A compact space saver that grills BIG.

by   mrcoffee73 ,   Jun 11, 2006

Pros:  Light, compact, easy to clean, attractive, durable, very functional.

Cons:  Not as many accessories available for the 18 1/2" as for the 22 1/2"

The Bottom Line:  Where form meets function in a compact size, Weber fills the niche very nicely. The design and quality are just as good as for the larger 22 1/2" sibling.

Overall Rating: 5/5 stars
 

Author's Review

I have always lived in apartments where storage space is limited. Having things outside is not usually an option for me. Having a compact Weber Smoky Joe grill, the size did not always satisfy my needs. So I decided to shop for a new grill, one that was slightly larger yet still compact enough for some portability. I found what I was looking for at an Ace Hardware.

What came in the box:

The original Weber 18 1/2" One-Touch Gold kettle came packaged in several parts: The leg and wheel assembly, the ash catcher and holder, bowl, lid, hinged cooking grate, and a standard charcoal grate. enclosed were two sets of instructions: One detailing the assembly process, and another describing the grills usage and giving some recipes. Also enclosed was a registration form and a small accessory catalog.

Assembly:

Assembly was reasonably easy. However, it did take some effort to place the legs in their respective sockets. The holder for the ash catcher can be tricky, but only if the instructions are not read and followed carefully. Everything was spelled out, and I did the assembly sequentially. The result was a very attractive, free-standing living room ornament for the time being. That is, until I started feeling hungry.

The fun begins:

Inexperience can teach us a few things, and my Weber kettle was no exception. After taking an hour to grill some ribs without getting the desired results (not done enough in the middle and an uncharred surface), I learned the first point of this appliance's operation: Always use enough charcoal. The ribs got finished in the microwave, but still turned out adequate. But then I learned something else: Cleaning is easy. After going through the innards with a blue kitchen scrubbing pad (never use green, it'll scratch the finish), I did the same to the exterior. A reasonable amount of Dawn Dishwashing Liquid and a good rinse, and my grill once again graced my kitchen area by the dining room table.

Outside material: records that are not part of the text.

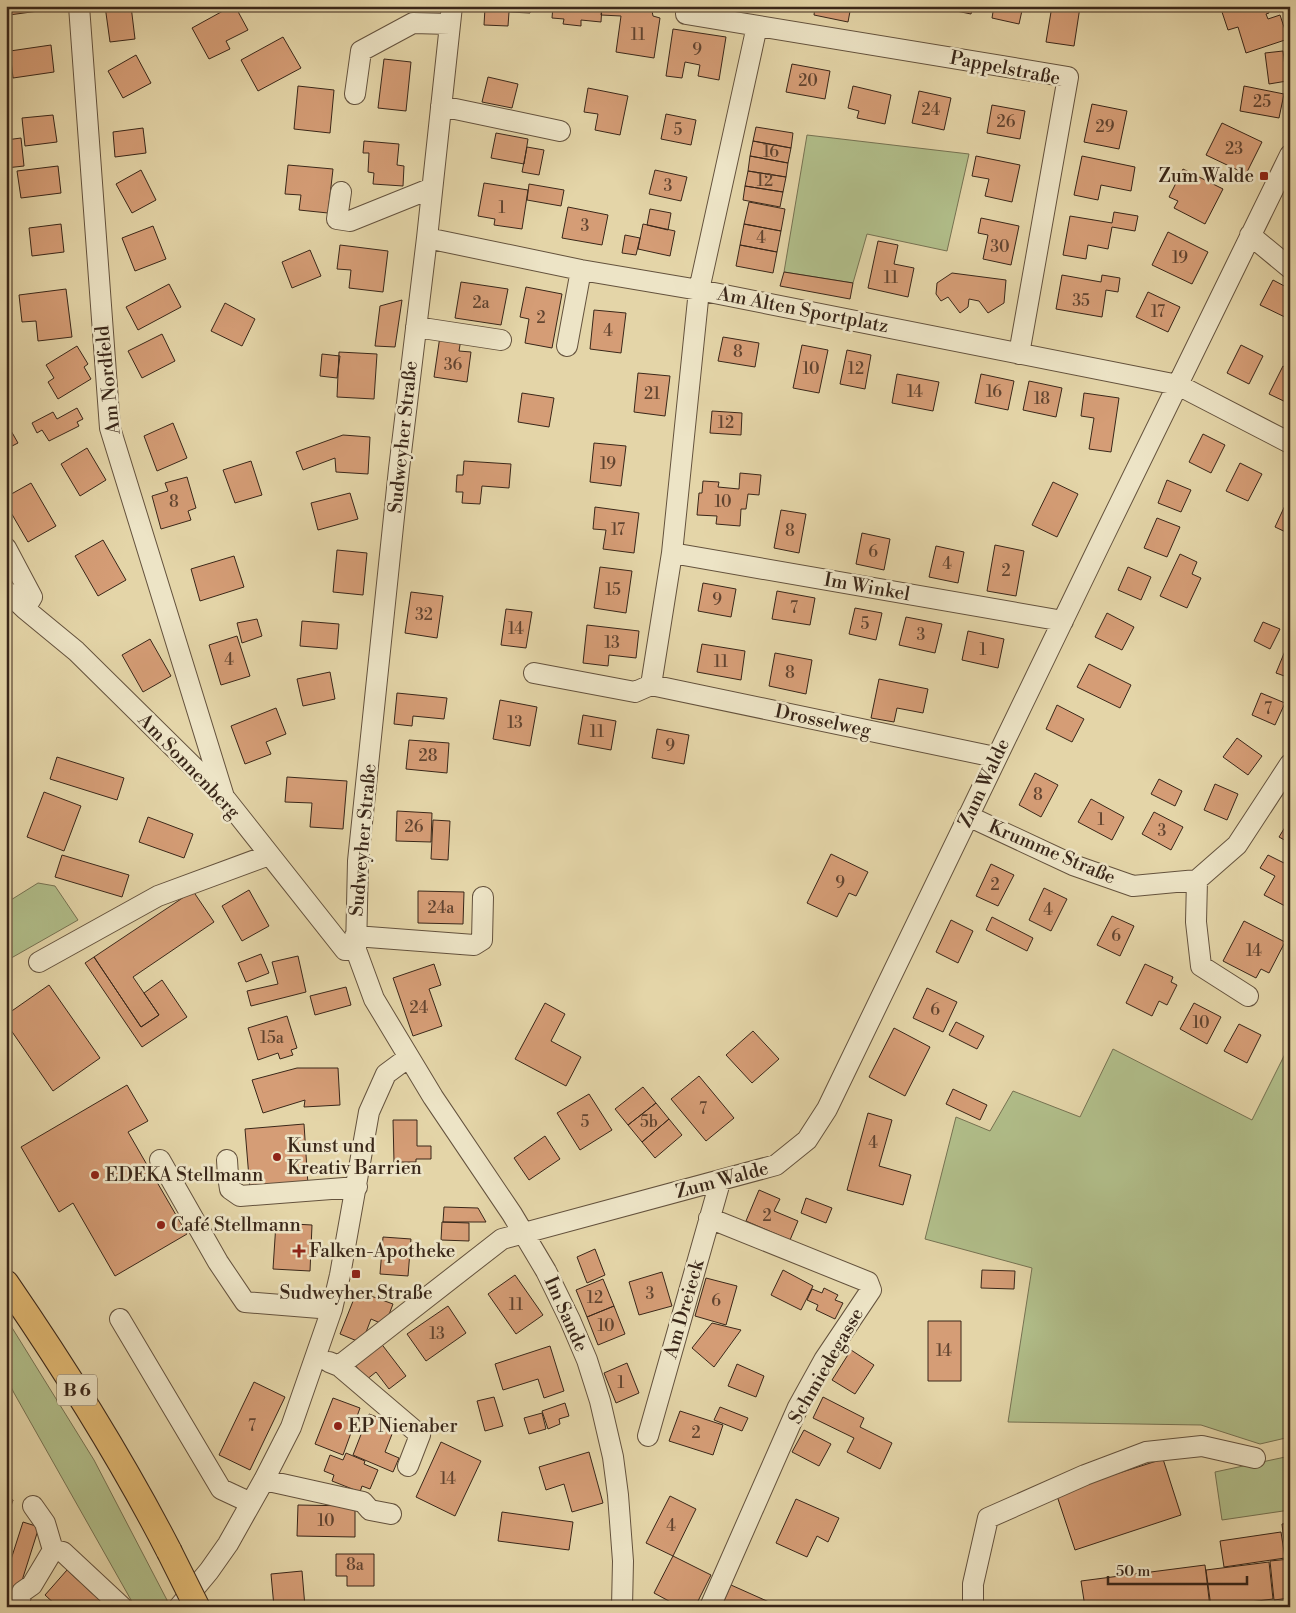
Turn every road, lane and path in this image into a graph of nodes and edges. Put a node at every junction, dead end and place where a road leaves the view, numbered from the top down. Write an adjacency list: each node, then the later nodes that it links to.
1 (79, 6): 31 (street, Am Nordfeld)
2 (686, 14): 4 (street, Pappelstraße)
3 (451, 15): 5 (street); 6 (street, Sudweyher Straße)
4 (757, 26): 15 (street); 19 (street, Pappelstraße)
5 (355, 94)
6 (441, 106): 7 (street); 9 (street, Sudweyher Straße)
7 (560, 130)
8 (1290, 155): 11 (street, Zum Walde)
9 (432, 188): 10 (street); 12 (street, Sudweyher Straße)
10 (341, 192)
11 (1250, 235): 13 (street); 20 (street, Zum Walde)
12 (427, 238): 14 (street, Am Alten Sportplatz); 16 (street, Sudweyher Straße)
13 (1290, 268)
14 (581, 270): 15 (street, Am Alten Sportplatz); 18 (street)
15 (699, 290): 19 (street, Am Alten Sportplatz); 23 (street)
16 (416, 327): 17 (street); 36 (street, Sudweyher Straße)
17 (500, 340)
18 (567, 346)
19 (1019, 354): 20 (street, Am Alten Sportplatz)
20 (1178, 384): 21 (street); 26 (street, Zum Walde)
21 (1290, 443)
22 (6, 548): 25 (street)
23 (672, 553): 26 (street, Im Winkel); 28 (street)
24 (6, 591): 25 (street, Am Sonnenberg)
25 (25, 609): 31 (street, Am Sonnenberg)
26 (1063, 621): 29 (street, Zum Walde)
27 (534, 673): 28 (street)
28 (651, 685): 29 (street, Drosselweg)
29 (995, 757): 32 (street, Zum Walde)
30 (1290, 764): 34 (street)
31 (224, 797): 33 (street, Am Sonnenberg)
32 (968, 816): 34 (street, Krumme Straße); 42 (street, Zum Walde)
33 (269, 855): 36 (street, Am Sonnenberg); 37 (street)
34 (1197, 880): 38 (street)
35 (483, 897): 36 (street)
36 (356, 943): 39 (street, Sudweyher Straße)
37 (39, 962)
38 (1248, 996)
39 (409, 1057): 43 (street); 45 (street, Im Sande)
40 (160, 1160): 47 (street)
41 (227, 1160): 43 (street)
42 (720, 1182): 44 (street, Am Dreieck); 45 (street, Zum Walde)
43 (356, 1187): 47 (street)
44 (709, 1218): 51 (street, Am Dreieck); 64 (street, Schmiedegasse)
45 (525, 1234): 50 (street, Zum Walde); 63 (street, Im Sande)
46 (6, 1283): 62 (main road, B 6, bridge)
47 (332, 1309): 49 (street)
48 (120, 1319): 55 (street)
49 (315, 1356): 50 (street); 54 (street)
50 (339, 1366): 53 (street)
51 (648, 1436)
52 (1255, 1458): 65 (street)
53 (408, 1466)
54 (264, 1480): 55 (street); 57 (street)
55 (251, 1503): 61 (street)
56 (33, 1506): 58 (street)
57 (391, 1514)
58 (53, 1550): 59 (street); 60 (street)
59 (18, 1607)
60 (122, 1607)
61 (179, 1607)
62 (197, 1607)
63 (622, 1607)
64 (710, 1607)
65 (973, 1607)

The next day arrived, and I took my shiny new kettle out for another run. This time, I used more charcoal and learned the true meaning of indirect cooking: Nicely charred and carmelized on the outside, moist and tender inside as well as nicely done. A tangy flavor and the carmelization of the sauce along with the charring exterior lent a blackened touch to the ribs, very much like what one would experience at a fine restaurant. I was in business!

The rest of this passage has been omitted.